This YAML manifest file is used to manage access levels for the semantic model. It defines user groups that organize users based on their access privileges. In this file, you can create multiple groups and assign different users to each group, allowing you to control access to the model.By default, there is a 'default' user group in the YAML file that includes all users.

user_groups:
  - name: default
    description: this is default user group
    includes: "*"

Multiple user groups can be created in the user_groups.yml . To know more about the user groups click here.

Create an Instance Secret manifest file¶

# RESOURCE META SECTION
name: bitbucket-cred # Secret Resource name (mandatory)
version: v1 # Secret manifest version (mandatory)
type: instance-secret # Type of Resource (mandatory)
description: demo-secret read secrets for code repository # Secret Resource description (optional)
layer: user # DataOS Layer (optional)

# INSTANCE SECRET-SPECIFIC SECTION
instance-secret:
  type: key-value # Type of Instance-secret (mandatory)
  acl: r # Access control list (mandatory)
  data: # Data (mandatory)
    GITSYNC_USERNAME: <code_repository_username>
    GITSYNC_PASSWORD: <code_repository_password>

Create a Lens deployment manifest file¶

After preparing the Lens semantic model create a lens_deployemnt.yml parallel to the model folder.

version: v1alpha
name: "minervalens"
layer: user
type: lens
tags:
  - lens
description: minerva deployment on lens2
lens:
  compute: runnable-default
  secrets:
    - name: bitbucket-cred           #repo-cred
      allKeys: true
  source:
    type: minerva                    # minerva/themis/depot
    name: minervacluster             # name of minerva cluster
    catalog: lakehouse               # list of depots
  repo:
    url: https://bitbucket.org/tmdc/sample
    lensBaseDir: sample/lens/source/minerva/model 
    # secretId: lens2_bitbucket_r
    syncFlags:
      - --ref=lens

The manifest file provided is designed for a Cluster named minervacluster, created on the Minerva source, with a data catalog named lakehouse. To utilize this manifest, duplicate the file and update the source details as needed.
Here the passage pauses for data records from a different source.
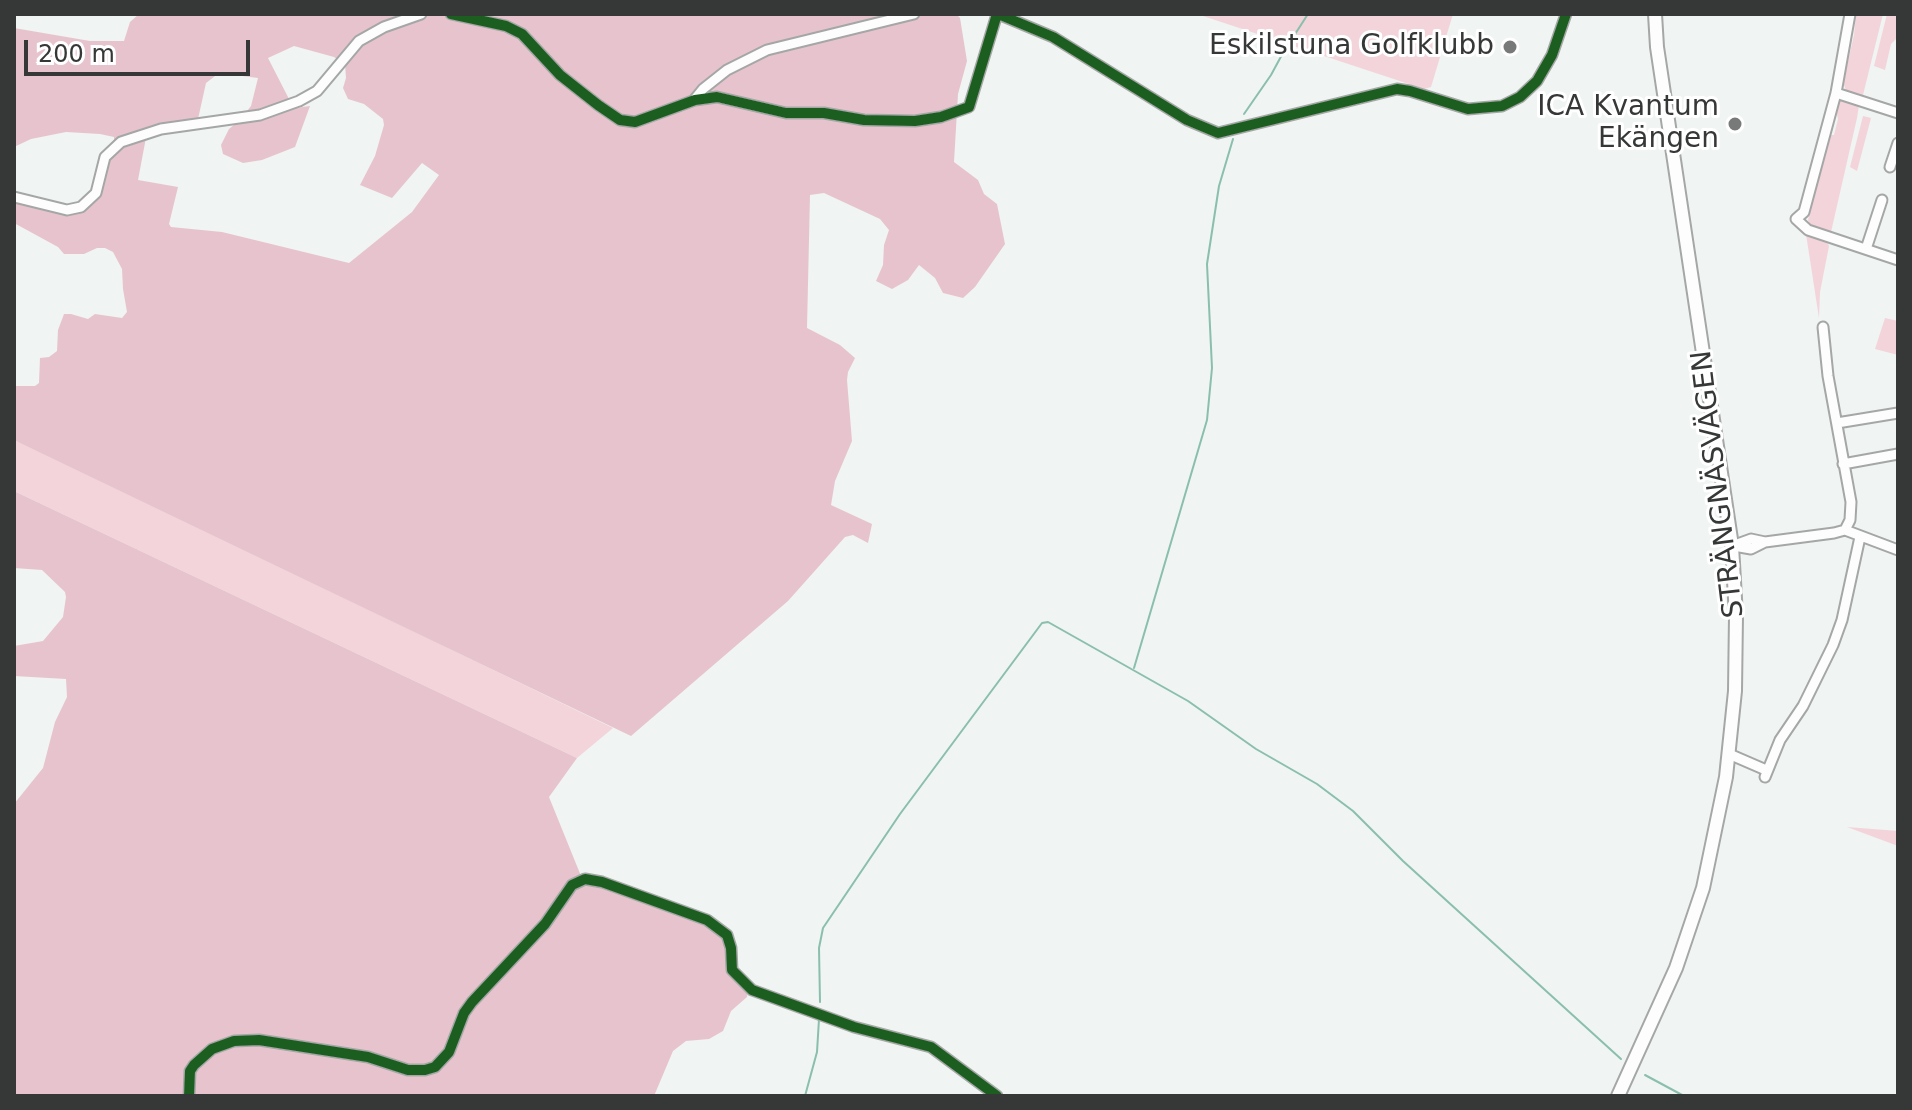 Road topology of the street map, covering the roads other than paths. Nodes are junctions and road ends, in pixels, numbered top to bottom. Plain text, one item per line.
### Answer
1 (421, 14) edge
2 (451, 14) edge
3 (914, 14) edge
4 (998, 14) edge
5 (1566, 14) edge
6 (1648, 14) edge
7 (1655, 14) edge
8 (1850, 14) edge
9 (1657, 47) junction
10 (1836, 93) junction
11 (694, 100) junction
12 (1898, 113) edge
13 (1898, 143) edge
14 (1890, 167) dead end
15 (14, 197) edge
16 (1882, 200) dead end
17 (1866, 249) junction
18 (1898, 260) edge
19 (1823, 327) dead end
20 (1898, 413) edge
21 (1837, 423) junction
22 (1898, 454) edge
23 (1843, 464) junction
24 (1845, 530) junction
25 (1860, 537) junction
26 (1732, 546) junction
27 (1898, 550) edge
28 (1729, 754) junction
29 (189, 1096) edge
30 (997, 1096) edge
31 (1618, 1096) edge

1 - 15 street
2 - 11 street
3 - 11 street
4 - 5 street
4 - 11 street
6 - 9 main road, STRÄNGNÄSVÄGEN
7 - 9 main road, STRÄNGNÄSVÄGEN
8 - 10 street
9 - 26 main road, STRÄNGNÄSVÄGEN
10 - 12 street
10 - 17 street
13 - 14 street
16 - 17 street
17 - 18 street
19 - 21 street
20 - 21 street
21 - 23 street
22 - 23 street
23 - 24 street
24 - 25 street
24 - 26 street
25 - 27 street
25 - 28 street
26 - 28 main road, STRÄNGNÄSVÄGEN
28 - 31 main road, STRÄNGNÄSVÄGEN
29 - 30 street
Each section of the YAML template outlines essential elements of the Lens deployment. Below is a detailed breakdown of its components:

Defining the source:
- type: The type attribute in the source section must be explicitly set to minerva.
- name: The name attribute in the source section should specify the name of the Minerva Cluster. For example, if the name of your Minerva Cluster is minervacluster the Source name would be minervacluster.
- catalog: The catalog attribute must define the specific catalog name within the Minerva Cluster that you intend to use. For instance, if the catalog is named lakehouse, ensure this is accurately reflected in the catalog field. However, You don’t need to provide all catalogs from different sources used in the semantic model — specifying any one is sufficient, as the rest will be auto-detected. For instance, if your semantic model includes both Lakehouse and Postgres sources, you only need to provide any one catalog name.
Defining repository:
- url The url attribute in the repo section specifies the Git repository where the Lens model files are stored. For instance, if your repo name is lensTutorial then the repo url will be https://bitbucket.org/tmdc/lensTutorial
- lensBaseDir: The lensBaseDir attribute refers to the directory in the repository containing the Lens model. Example: sample/lens/source/cluster/minerva/model.
- secretId: The secretId attribute is used to access private repositories (e.g., Bitbucket, GitHub). It specifies the secret needed to authenticate and access the repository securely.
- syncFlags: Specifies additional flags to control repository synchronization. Example: --ref=dev specifies that the Lens model resides in the dev branch.
Configure API, Worker, and Metric Settings (Optional): Set up replicas, logging levels, and resource allocations for APIs, workers, routers, and other components.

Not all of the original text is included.